### GIVEN RECORDS:
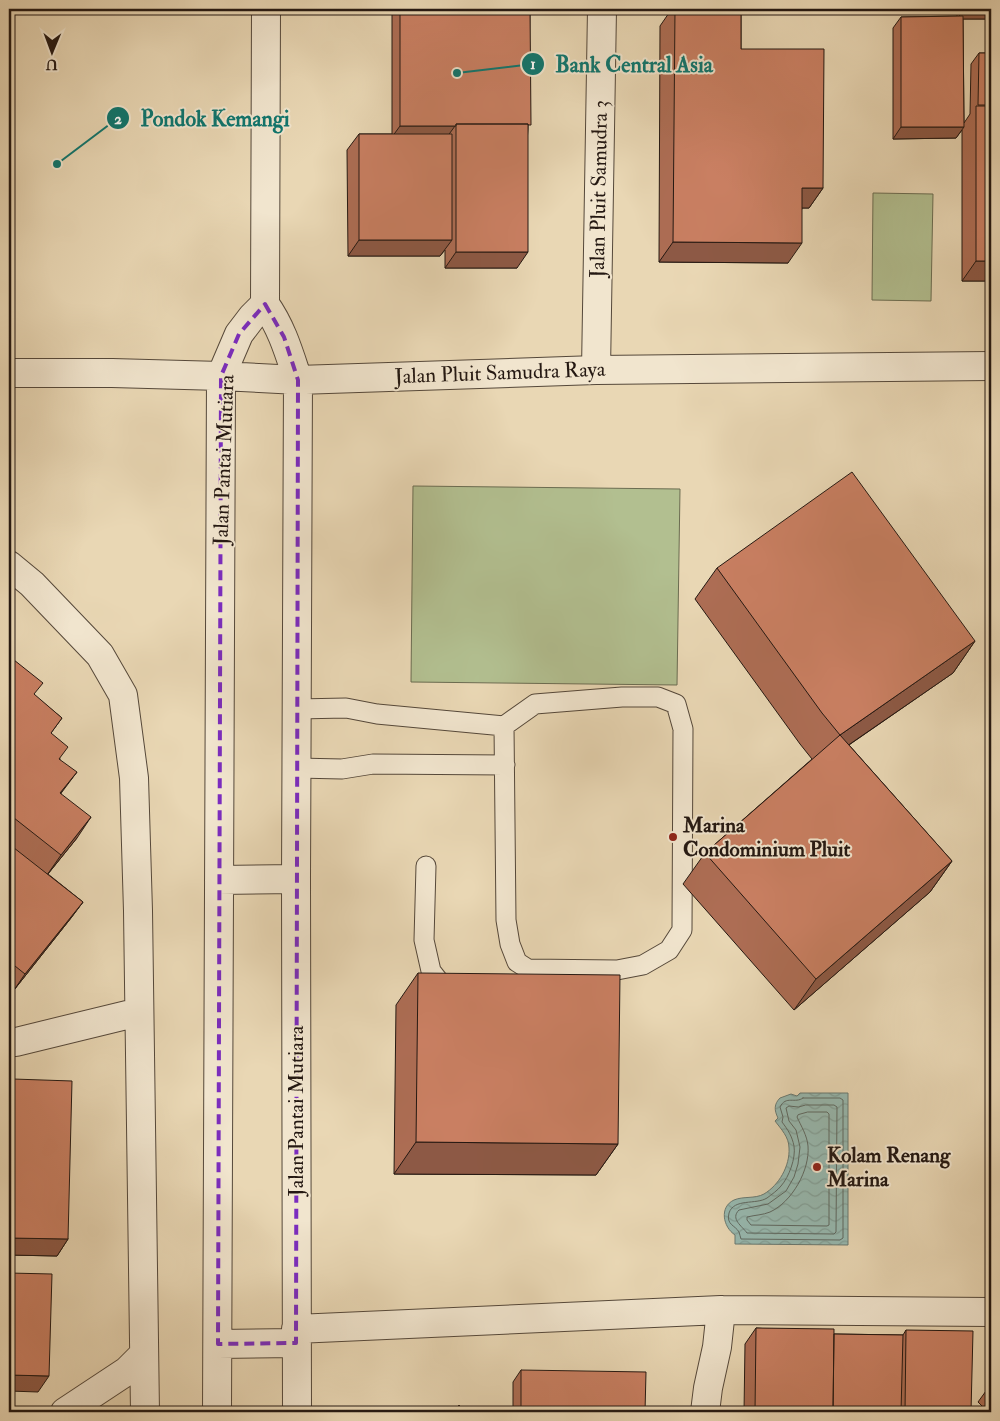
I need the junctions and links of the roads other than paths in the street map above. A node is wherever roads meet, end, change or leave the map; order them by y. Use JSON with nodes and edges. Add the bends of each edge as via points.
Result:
{"nodes":[{"id":1,"x":266,"y":9,"type":"edge"},
{"id":2,"x":602,"y":9,"type":"edge"},
{"id":3,"x":265,"y":304,"type":"junction"},
{"id":4,"x":991,"y":366,"type":"edge"},
{"id":5,"x":596,"y":370,"type":"junction"},
{"id":6,"x":9,"y":373,"type":"edge"},
{"id":7,"x":222,"y":376,"type":"junction"},
{"id":8,"x":298,"y":380,"type":"junction"},
{"id":9,"x":9,"y":565,"type":"edge"},
{"id":10,"x":297,"y":709,"type":"junction"},
{"id":11,"x":504,"y":726,"type":"junction"},
{"id":12,"x":505,"y":765,"type":"junction"},
{"id":13,"x":298,"y":768,"type":"junction"},
{"id":14,"x":426,"y":866,"type":"dead end"},
{"id":15,"x":296,"y":879,"type":"junction"},
{"id":16,"x":219,"y":880,"type":"junction"},
{"id":17,"x":466,"y":991,"type":"edge"},
{"id":18,"x":139,"y":1012,"type":"junction"},
{"id":19,"x":9,"y":1042,"type":"edge"},
{"id":20,"x":721,"y":1310,"type":"junction"},
{"id":21,"x":991,"y":1312,"type":"edge"},
{"id":22,"x":296,"y":1336,"type":"junction"},
{"id":23,"x":218,"y":1344,"type":"junction"},
{"id":24,"x":144,"y":1354,"type":"junction"},
{"id":25,"x":65,"y":1412,"type":"edge"},
{"id":26,"x":145,"y":1412,"type":"edge"},
{"id":27,"x":217,"y":1412,"type":"edge"},
{"id":28,"x":297,"y":1412,"type":"edge"},
{"id":29,"x":704,"y":1412,"type":"edge"}],
"edges":[{"from":1,"to":3,"type":"street"},
{"from":2,"to":5,"type":"street","name":"Jalan Pluit Samudra 3"},
{"from":3,"to":7,"type":"street","name":"Jalan Pantai Mutiara","via":[[239,334]]},
{"from":3,"to":8,"type":"street","name":"Jalan Pantai Mutiara","via":[[284,337]]},
{"from":4,"to":5,"type":"street","name":"Jalan Pluit Samudra Raya"},
{"from":5,"to":8,"type":"street","name":"Jalan Pluit Samudra Raya"},
{"from":6,"to":7,"type":"street","name":"Jalan Pluit Samudra Raya"},
{"from":7,"to":8,"type":"street","name":"Jalan Pluit Samudra Raya"},
{"from":7,"to":16,"type":"street","name":"Jalan Pantai Mutiara"},
{"from":8,"to":10,"type":"street","name":"Jalan Pantai Mutiara"},
{"from":9,"to":18,"type":"street","via":[[32,584],[100,655],[123,695],[134,778]]},
{"from":10,"to":11,"type":"lane","via":[[346,708]]},
{"from":10,"to":13,"type":"street","name":"Jalan Pantai Mutiara"},
{"from":11,"to":12,"type":"lane"},
{"from":11,"to":12,"type":"lane","via":[[535,704],[631,697],[658,697],[676,704],[683,729],[682,930],[669,950],[643,965],[617,970],[511,968],[506,920]]},
{"from":12,"to":13,"type":"lane","via":[[373,764],[342,769]]},
{"from":13,"to":15,"type":"street","name":"Jalan Pantai Mutiara"},
{"from":14,"to":17,"type":"lane","via":[[424,940],[431,971],[442,985]]},
{"from":15,"to":16,"type":"street"},
{"from":15,"to":22,"type":"street","name":"Jalan Pantai Mutiara"},
{"from":16,"to":23,"type":"street","name":"Jalan Pantai Mutiara"},
{"from":18,"to":19,"type":"street"},
{"from":18,"to":24,"type":"street"},
{"from":20,"to":21,"type":"street"},
{"from":20,"to":22,"type":"street"},
{"from":20,"to":29,"type":"street"},
{"from":22,"to":23,"type":"street"},
{"from":22,"to":28,"type":"street","name":"Jalan Pantai Mutiara"},
{"from":23,"to":27,"type":"street","name":"Jalan Pantai Mutiara"},
{"from":24,"to":25,"type":"street","via":[[127,1371]]},
{"from":24,"to":26,"type":"street"}]}
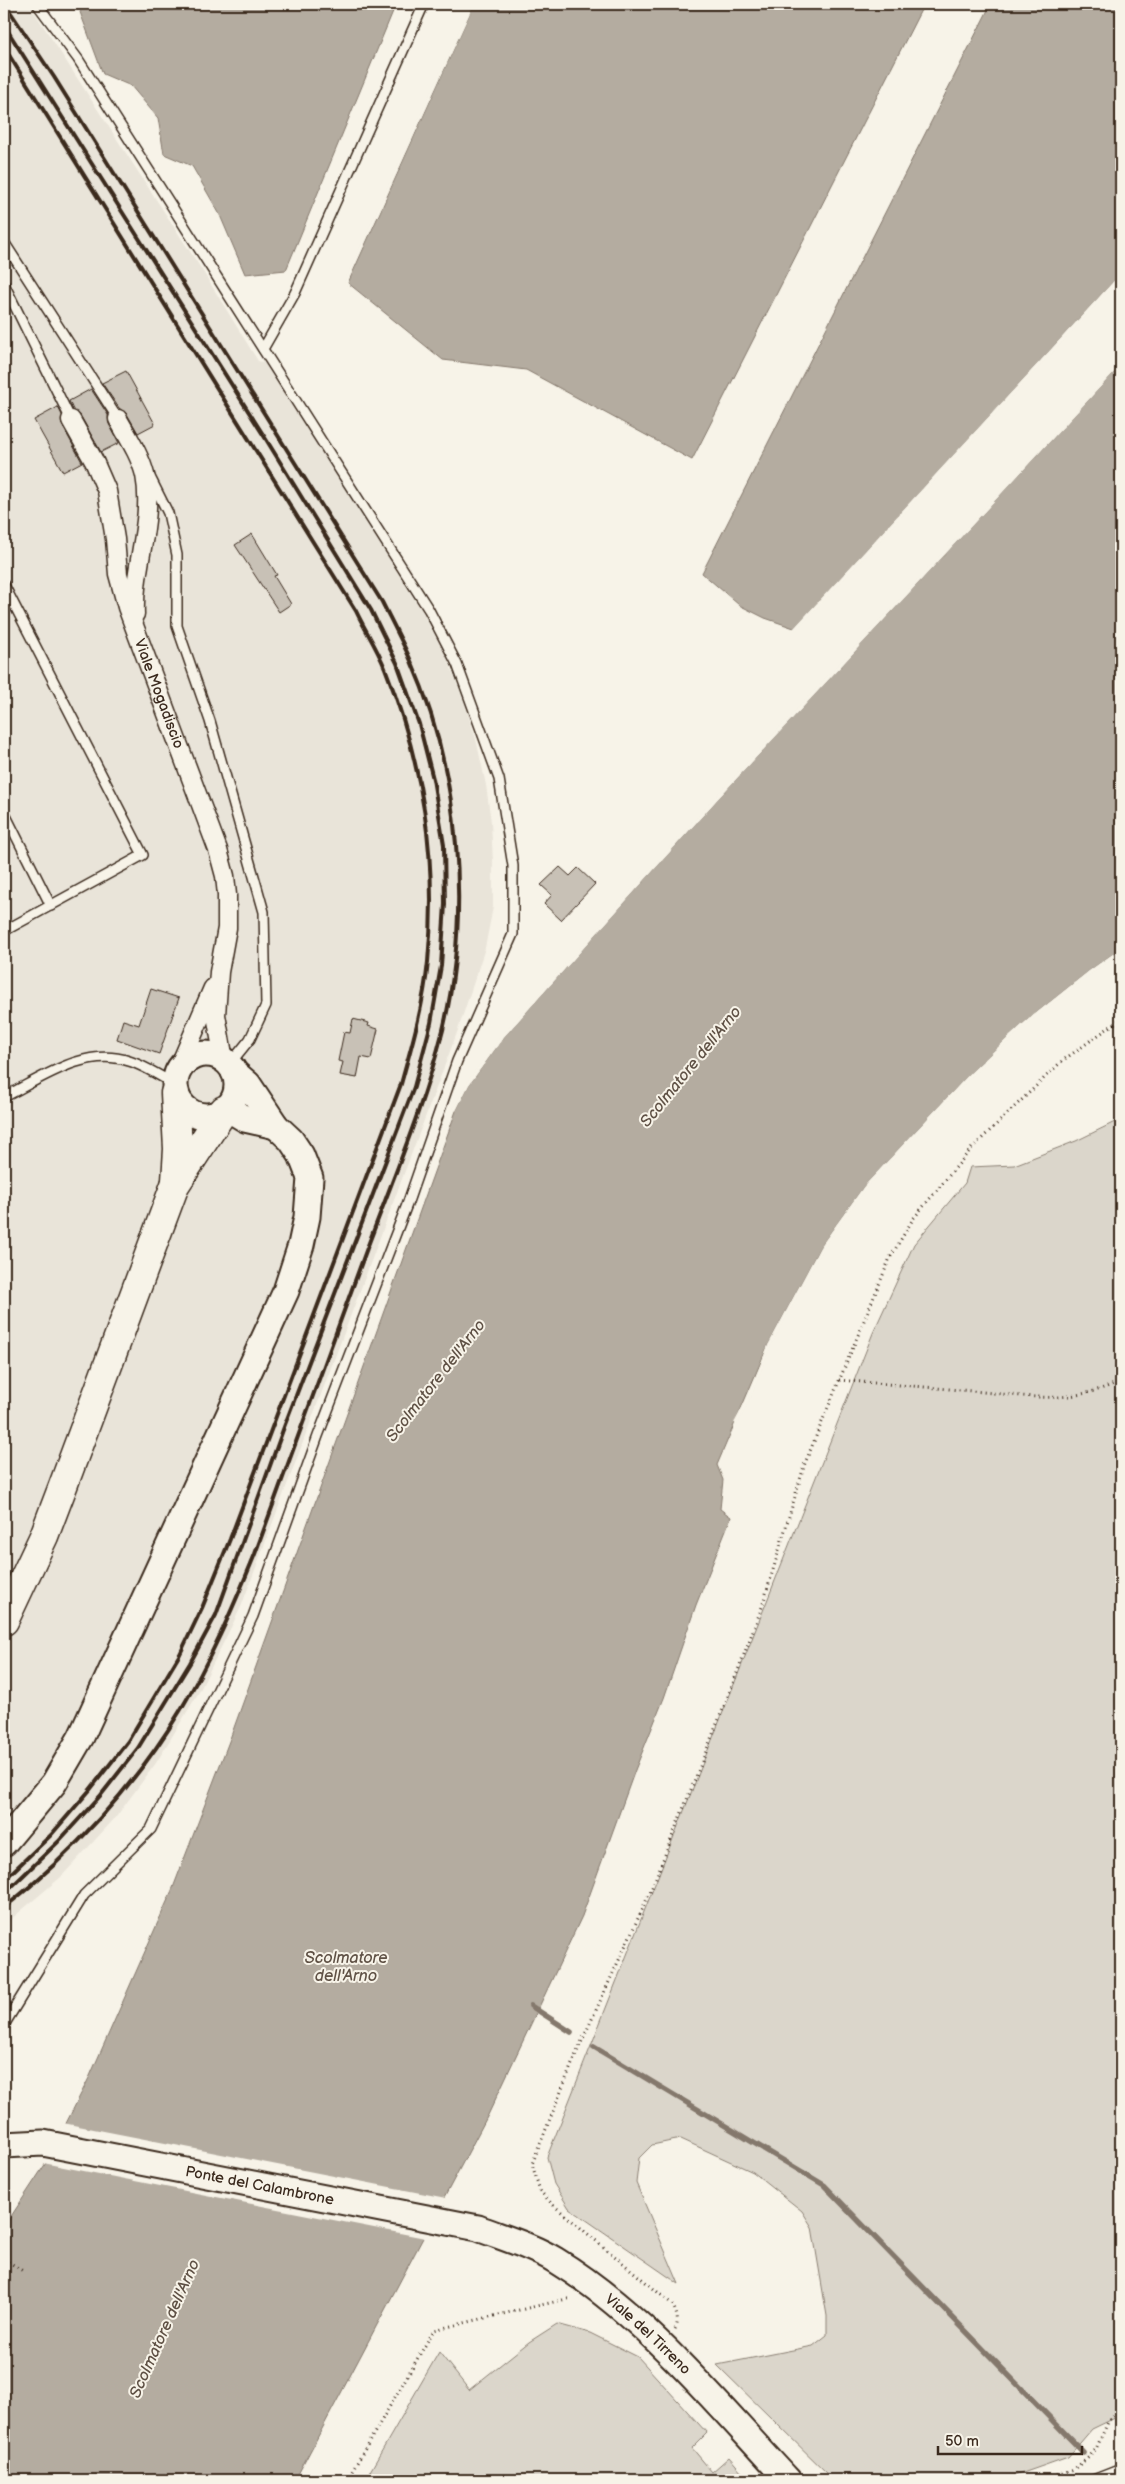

### TASK REQUIREMENTS:
Exactly reproduce the entries above, minus the pictures.

### OUTPUT FOR THIS TASK:
I need the junctions and links of the roads other than paths in the street map above. A node is wherever roads meet, end, change or leave the map; order them by y. Use JSON with nodes and edges. Add the bends of each edge as via points.
Result:
{"nodes":[{"id":1,"x":266,"y":9,"type":"edge"},
{"id":2,"x":602,"y":9,"type":"edge"},
{"id":3,"x":265,"y":304,"type":"junction"},
{"id":4,"x":991,"y":366,"type":"edge"},
{"id":5,"x":596,"y":370,"type":"junction"},
{"id":6,"x":9,"y":373,"type":"edge"},
{"id":7,"x":222,"y":376,"type":"junction"},
{"id":8,"x":298,"y":380,"type":"junction"},
{"id":9,"x":9,"y":565,"type":"edge"},
{"id":10,"x":297,"y":709,"type":"junction"},
{"id":11,"x":504,"y":726,"type":"junction"},
{"id":12,"x":505,"y":765,"type":"junction"},
{"id":13,"x":298,"y":768,"type":"junction"},
{"id":14,"x":426,"y":866,"type":"dead end"},
{"id":15,"x":296,"y":879,"type":"junction"},
{"id":16,"x":219,"y":880,"type":"junction"},
{"id":17,"x":466,"y":991,"type":"edge"},
{"id":18,"x":139,"y":1012,"type":"junction"},
{"id":19,"x":9,"y":1042,"type":"edge"},
{"id":20,"x":721,"y":1310,"type":"junction"},
{"id":21,"x":991,"y":1312,"type":"edge"},
{"id":22,"x":296,"y":1336,"type":"junction"},
{"id":23,"x":218,"y":1344,"type":"junction"},
{"id":24,"x":144,"y":1354,"type":"junction"},
{"id":25,"x":65,"y":1412,"type":"edge"},
{"id":26,"x":145,"y":1412,"type":"edge"},
{"id":27,"x":217,"y":1412,"type":"edge"},
{"id":28,"x":297,"y":1412,"type":"edge"},
{"id":29,"x":704,"y":1412,"type":"edge"}],
"edges":[{"from":1,"to":3,"type":"street"},
{"from":2,"to":5,"type":"street","name":"Jalan Pluit Samudra 3"},
{"from":3,"to":7,"type":"street","name":"Jalan Pantai Mutiara","via":[[239,334]]},
{"from":3,"to":8,"type":"street","name":"Jalan Pantai Mutiara","via":[[284,337]]},
{"from":4,"to":5,"type":"street","name":"Jalan Pluit Samudra Raya"},
{"from":5,"to":8,"type":"street","name":"Jalan Pluit Samudra Raya"},
{"from":6,"to":7,"type":"street","name":"Jalan Pluit Samudra Raya"},
{"from":7,"to":8,"type":"street","name":"Jalan Pluit Samudra Raya"},
{"from":7,"to":16,"type":"street","name":"Jalan Pantai Mutiara"},
{"from":8,"to":10,"type":"street","name":"Jalan Pantai Mutiara"},
{"from":9,"to":18,"type":"street","via":[[32,584],[100,655],[123,695],[134,778]]},
{"from":10,"to":11,"type":"lane","via":[[346,708]]},
{"from":10,"to":13,"type":"street","name":"Jalan Pantai Mutiara"},
{"from":11,"to":12,"type":"lane"},
{"from":11,"to":12,"type":"lane","via":[[535,704],[631,697],[658,697],[676,704],[683,729],[682,930],[669,950],[643,965],[617,970],[511,968],[506,920]]},
{"from":12,"to":13,"type":"lane","via":[[373,764],[342,769]]},
{"from":13,"to":15,"type":"street","name":"Jalan Pantai Mutiara"},
{"from":14,"to":17,"type":"lane","via":[[424,940],[431,971],[442,985]]},
{"from":15,"to":16,"type":"street"},
{"from":15,"to":22,"type":"street","name":"Jalan Pantai Mutiara"},
{"from":16,"to":23,"type":"street","name":"Jalan Pantai Mutiara"},
{"from":18,"to":19,"type":"street"},
{"from":18,"to":24,"type":"street"},
{"from":20,"to":21,"type":"street"},
{"from":20,"to":22,"type":"street"},
{"from":20,"to":29,"type":"street"},
{"from":22,"to":23,"type":"street"},
{"from":22,"to":28,"type":"street","name":"Jalan Pantai Mutiara"},
{"from":23,"to":27,"type":"street","name":"Jalan Pantai Mutiara"},
{"from":24,"to":25,"type":"street","via":[[127,1371]]},
{"from":24,"to":26,"type":"street"}]}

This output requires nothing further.